I’ll drop a quick link here for Patrick (H) Willem’s Plot Holes video to set the level. https://www.youtube.com/watch?v=j9HivyjAKlc
And additionally, if you would like to just be unhappy with other people on the internet, you can check out the reply or reaction videos. Not my favorites. However the Willems video touches upon the exact concept I was thinking about as I had recorded this episode: verisimilitude. The “joke” is that the movie world of Last Action Hero has a very loose grip on verisimilitude and logical consistency. There are some movies that do exactly that and the Jack Slater series takes that up a notch. Well, several notches, to be honest. To completely ridiculous with a wink, and a nod, and an elbow to the ribs, and a “eh? eh?” and I actually dig that. It’s possible that audiences were expecting a more straight-forward movie world. That means that the movie isn’t going to be enjoyable but it doesn’t make it bad. Those are two different things. There are people so caught up in the verisimilitude of the media they consume that they watch 20 seasons of procedurals who rarely, if ever, deviate from their structures and concepts. They’re invested in those worlds. It’s quite often that those worlds are ridiculous parodies of our own “real” world–especially when technology is involved–but that doesn’t make them “good” or “bad” qualitatively.

We all watched The Social Network (2010) and we were not terribly concerned with the inconsistencies with our own reality but, in contrast, immersed in the verisimilitude of that movie. It felt more real than reality in some ways. And maybe that was the part of the execution that didn’t land. How do you make falling into a very over-the-top and ridiculous action movie feel real? Movies where cars explode into huge fireballs in a display of exhibitionist pyrotechnics. Heroes who are impossibly wounded still performing at the level of an Olympian at their physical peak. We, as an audience (and by “we” I mean “I”), get into the action movies like that. They’re internally consistent, sure, and definitely entertaining and engaging to varying degrees, but they aren’t “real”. But when you put this in a Picture-in-Picture frame and have something much more consistent with our “real” world (even if it’s gone past realism into just pessimism with realistic physics) it can all look very silly. There is a huge contrast in the color palette (if you’ve seen a US vs Mexico color grading it’s about that jarring) and that type of action movie wasn’t always quite as bright or childish while, to a certain extent, still being marketed to young boys. Perhaps that’s what Shane Black was talking about–maybe it wasn’t William Goldman giving the movie “heart” but instead having a cartoon cat voiced by Danny DeVito. Maybe those frames, layered on top of each other, were too different. Perhaps the original intent was lost. Maybe I’m just a fan and forced it to work in my head but, in thinking about Kiss Kiss Bang Bang and believing that this was a dry run for that type of movie, I think that Shane Black could have pulled it off. It just would have been more like Lethal Weapon or The Last Boyscout and I don’t have a concept in my head of how that would have worked. I’d love to read the fully Shane Black pass, though. Where he took the Faustian blood-soaked morality tale. The movie still has a message. Would it have kept it? Would it have doubled down on cynicism? Would Danny have actually used the gun on THE PROJECTIONIST? Perhaps that was an empowerment fantasy; the world had already challenged Danny in big ways (even the thief challenges Danny) and this was Danny rising to meet and over come it.

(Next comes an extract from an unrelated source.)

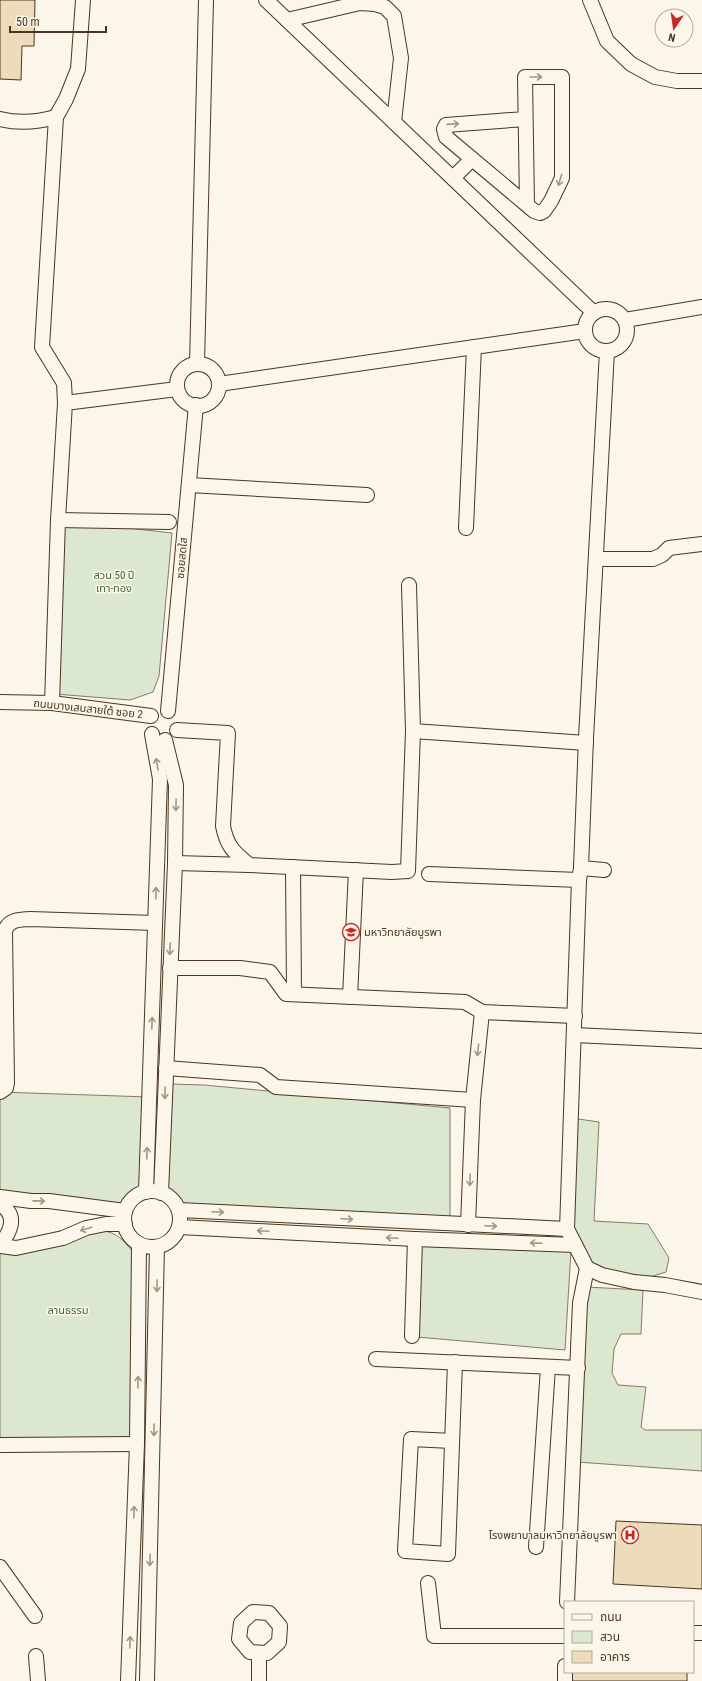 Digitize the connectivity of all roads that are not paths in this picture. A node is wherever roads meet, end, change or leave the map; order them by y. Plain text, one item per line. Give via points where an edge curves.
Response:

Anyway, there are some other links.

https://www.latimes.com/archives/la-xpm-1985-05-05-we-8540-story.html
https://www.empireonline.com/movies/features/last-action-hero/
https://www.rogerebert.com/reviews/last-action-hero-1993
https://youtu.be/w5p99bhPnOQ

Yes, it became obvious to me at some point that I missed using just about every catchphrase. I am probably more disappointed than you are. I also was recording outside and I just had some weird terrible noise that I had to remove. The result is an eerily silent(ish) recording that is punctuated by birds. I do not keep birds.

The Last Action Hero: Official Moviebook is also incredibly cool. Tons of behind the scene content and essentially took the place of a making-of featurette (or various making-of featurette’s). If you’re interested you can probably find it used for a few bucks. I don’t remember how much I paid for mine but it was in good condition. Not incredibly cheap but also not expensive enough to be weird about. I also wonder how influential this movie was to the Captain America: Winter Soldier glass elevator. That one obviously was executed with just more… everything but they don’t feel too dissimilar.